Der Antrag wurde mit den Stimmen von CDU, SPD, Grünen und FDP abgelehnt.

Folgende Rede habe ich anlässlich des Antrages im Landtag gehalten (es gilt das gesprochene Wort):


Ein Minimum, das ist der niedrigstmögliche Wert. So definiert das Websters Dictionary. Der Duden nennt als Synonym des Minimums den Begriff „Mindestmaß“. Und in der Mathematik ist das Minimum ein unterer Extremwert. Nur unser Sozialstaat bringt es fertig, Minima auch noch zu unterschreiten: Nämlich das Existenzminimum. Und damit auch das Mindestmaß an Menschenwürde.

Derzeit ist es nämlich so, dass durch Fehlverhalten der Leistungsberechtigten den Agenturen gegenüber Sanktionen verhängt werden, die den Bezug bis unter das Existenzminimum drücken können. Sanktionen können z.B. direkt in die Obdachlosigkeit führen, sie verursachen Hunger und existentielle Not.

Dass ich Sanktionen grundsätzlich ungeeignet finde, Leistungsberechtigte zu einem bestimmten Verhalten zu bewegen, sei nur am Rande erwähnt, jedenfalls widerspricht diese Art der Bestrafung der Menschenwürde, damit erniedrigt und entmündigt man erwachsene Menschen. Selbstverantwortung und Selbstbewusstsein werden damit jedenfalls torpediert und nicht ermutigt oder gestärkt.

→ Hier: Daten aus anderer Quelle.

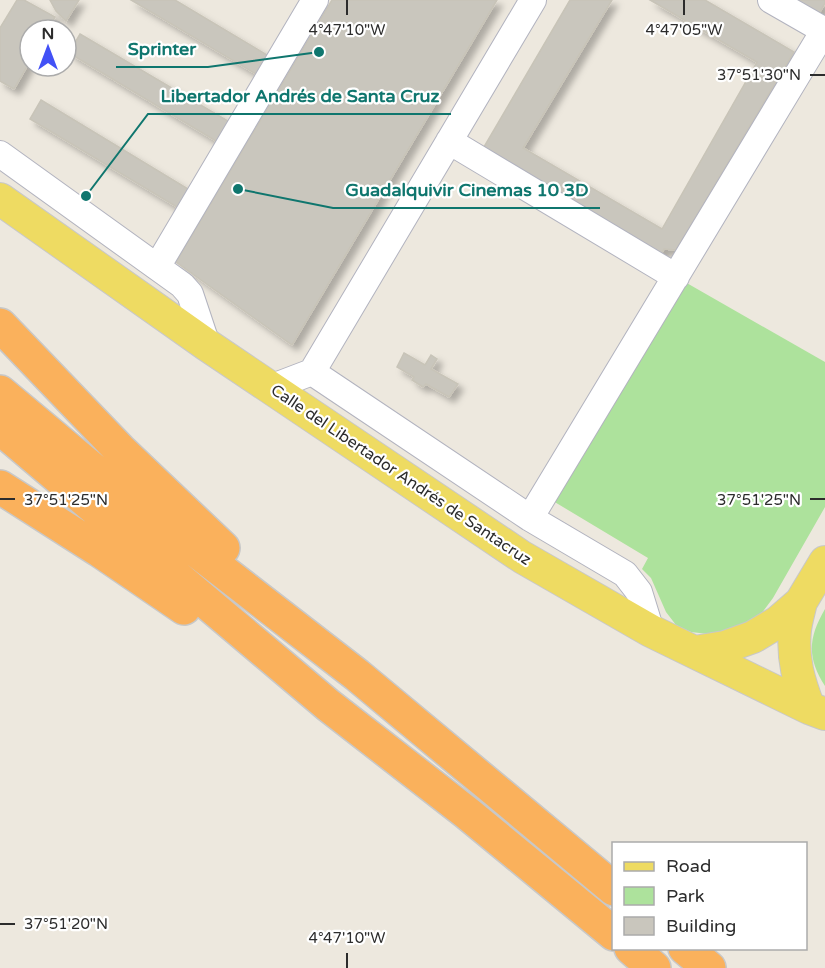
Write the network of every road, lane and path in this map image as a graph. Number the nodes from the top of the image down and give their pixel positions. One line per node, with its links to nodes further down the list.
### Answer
1 (315, 0): 8 (street)
2 (533, 0): 5 (street)
3 (771, 0): 4 (street)
4 (825, 30): 9 (street)
5 (449, 141): 9 (street); 12 (street)
6 (0, 154): 8 (street)
7 (0, 199): 11 (main road, Calle del Libertador Andrés de Santacruz)
8 (157, 267): 11 (street)
9 (676, 277): 17 (street)
10 (0, 325): 22 (highway)
11 (207, 345): 13 (main road, Calle del Libertador Andrés de Santacruz)
12 (312, 372): 13 (street); 17 (street)
13 (270, 388): 20 (main road, Calle del Libertador Andrés de Santacruz)
14 (0, 392): 22 (highway)
15 (0, 428): 23 (highway)
16 (0, 487): 23 (highway)
17 (530, 518): 20 (street)
18 (825, 562): 19 (main road)
19 (801, 602): 21 (main road); 24 (main road)
20 (651, 630): 21 (main road, Calle del Libertador Andrés de Santacruz)
21 (695, 652): 24 (main road, Calle del Libertador Andrés de Santacruz)
22 (357, 675): 25 (highway)
23 (328, 705): 26 (highway)
24 (817, 711)
25 (612, 887)
26 (612, 932)
27 (633, 950): 29 (highway)
28 (688, 950): 30 (highway)
29 (654, 968)
30 (709, 968)

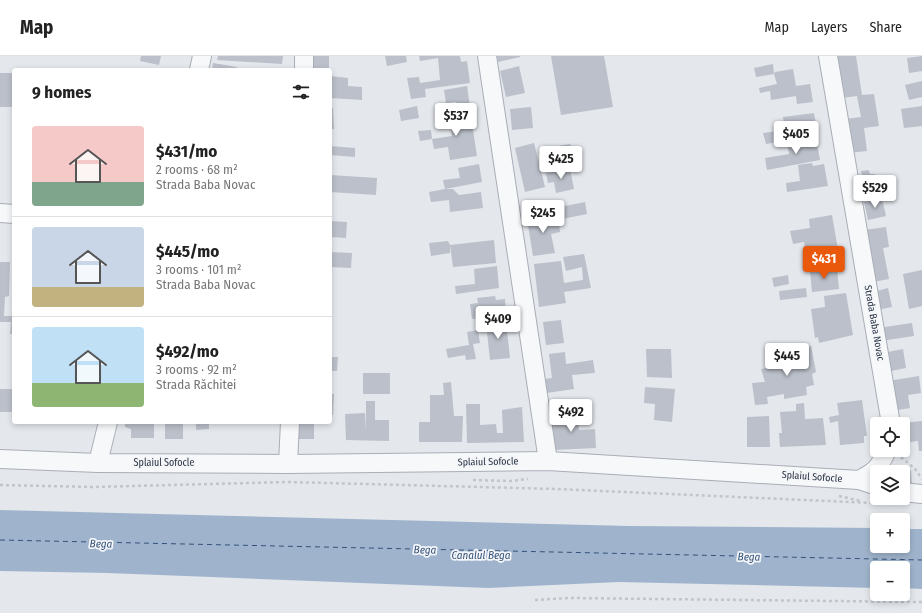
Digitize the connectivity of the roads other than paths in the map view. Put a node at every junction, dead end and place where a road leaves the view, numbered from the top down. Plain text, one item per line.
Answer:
1 (202, 56) edge
2 (304, 56) edge
3 (487, 56) edge
4 (828, 56) edge
5 (199, 68) edge
6 (304, 68) edge
7 (0, 213) edge
8 (12, 214) edge
9 (890, 417) edge
10 (108, 424) edge
11 (290, 424) edge
12 (888, 457) edge
13 (0, 459) edge
14 (548, 461) junction
15 (98, 463) junction
16 (288, 464) junction
17 (858, 480) junction
18 (870, 484) edge
19 (910, 493) edge
20 (922, 494) edge

1 - 5 street
2 - 6 street
3 - 14 street
4 - 9 street, Strada Baba Novac
7 - 8 street
10 - 15 street
11 - 16 street
12 - 17 street
13 - 15 street, Splaiul Sofocle
14 - 16 street, Splaiul Sofocle
14 - 17 street, Splaiul Sofocle
15 - 16 street, Splaiul Sofocle
17 - 18 street, Splaiul Sofocle
19 - 20 street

Das derzeitige Niveau der sozialen Sicherung im SGB II ermöglicht schon jetzt nicht eine würdige Existenz und angemessene Teilhabe. Welche Teilhabe an Bildung können 1 Euro 54 im Monat überhaupt ermöglichen? Davon kann man sich nicht mal ein einziges Buch, eine einzige Zeitschrift kaufen. Kann man sich von 25 Euro 45 für Transport und Verkehr ein Monatsticket leisten, um an gesellschaftlichem Leben teilhaben zu können? Selbst das Sozialticket in unserem Bundesland ist 10 Euro teurer, und damit sind lediglich Nahverkehrsfahrten möglich. Und mit 8 Euro ein Restaurant zu besuchen ermöglicht doch allenfalls einen kleinen Salat und ein Wasser. So ein Regelsatz ist staatlich verordnete Armut. Das ist unwürdig, Hartz IV muss weg.

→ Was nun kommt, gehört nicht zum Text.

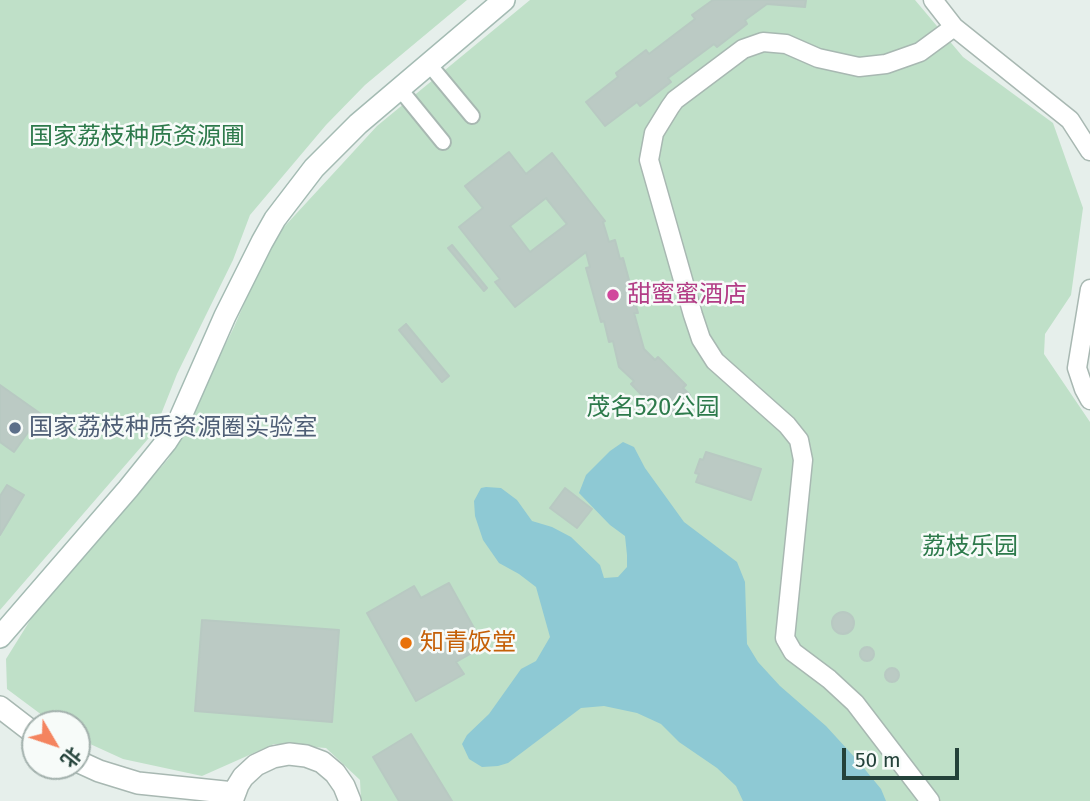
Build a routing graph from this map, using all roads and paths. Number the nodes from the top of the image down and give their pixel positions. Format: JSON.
{"nodes":[{"id":1,"x":503,"y":0,"type":"edge"},
{"id":2,"x":933,"y":0,"type":"edge"},
{"id":3,"x":954,"y":27,"type":"junction"},
{"id":4,"x":428,"y":63,"type":"junction"},
{"id":5,"x":399,"y":88,"type":"junction"},
{"id":6,"x":472,"y":116,"type":"dead end"},
{"id":7,"x":1070,"y":120,"type":"junction"},
{"id":8,"x":1090,"y":125,"type":"edge"},
{"id":9,"x":443,"y":142,"type":"dead end"},
{"id":10,"x":1090,"y":151,"type":"edge"},
{"id":11,"x":1090,"y":289,"type":"edge"},
{"id":12,"x":1090,"y":400,"type":"edge"},
{"id":13,"x":0,"y":636,"type":"edge"},
{"id":14,"x":0,"y":707,"type":"edge"},
{"id":15,"x":21,"y":723,"type":"edge"},
{"id":16,"x":91,"y":767,"type":"edge"},
{"id":17,"x":233,"y":797,"type":"edge"},
{"id":18,"x":350,"y":801,"type":"edge"},
{"id":19,"x":930,"y":801,"type":"edge"}],
"edges":[{"from":1,"to":4,"type":"main road"},
{"from":2,"to":3,"type":"street"},
{"from":3,"to":7,"type":"street"},
{"from":3,"to":19,"type":"street"},
{"from":4,"to":5,"type":"main road"},
{"from":4,"to":6,"type":"street"},
{"from":5,"to":9,"type":"street"},
{"from":5,"to":13,"type":"main road"},
{"from":7,"to":8,"type":"street"},
{"from":7,"to":10,"type":"street"},
{"from":11,"to":12,"type":"street"},
{"from":14,"to":15,"type":"main road"},
{"from":16,"to":17,"type":"main road"},
{"from":17,"to":18,"type":"main road"}]}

Aber wenigstens dieser Regelsatz, wenigstens das geringe, was man sich da zusammengerechnet hat, sollte als Sofortmaßnahme doch bitte sanktionsfrei gestellt sein. Und anschließend ein angemessener Betrag sichergestellt werden. Alles andere ist menschenunwürdig. Ich möchte nicht immer an den Artikel 1 des Grundgesetzes erinnern müssen.

Meine Damen und Herren, der Bundestag hat im Juni ein Gesetz zu sogenannten „Rechtsvereinfachungen“ im SGB II beschlossen. Von Vereinfachungen kann man aber nicht sprechen, jedenfalls nicht aus der Sicht der Leistungsberechtigten, im Gegenteil: Deren Rechte bleiben reduziert, sie sind kompliziert zu erlangen und Berechnungen sind intransparent.

Es spricht ja nichts gegen Abbau von Verwaltungsoverhead und Vereinfachungen im Leistungsbezug. Aber warum fragt man nicht Betroffene, Sozial- und Wohlfahrtsverbände oder Gewerkschaften – also diejenigen, die tagtäglich mit den Problemen des SGB II konfrontiert werden? Anlässlich des Änderungsgesetzes gibt es z.B. einen detaillierten Vorschlag des Wuppertaler Sozialhilfeverein Tacheles e.V., initiiert von Harald Thomé. Warum hört man diese Fachleute, diese Verbände nicht an?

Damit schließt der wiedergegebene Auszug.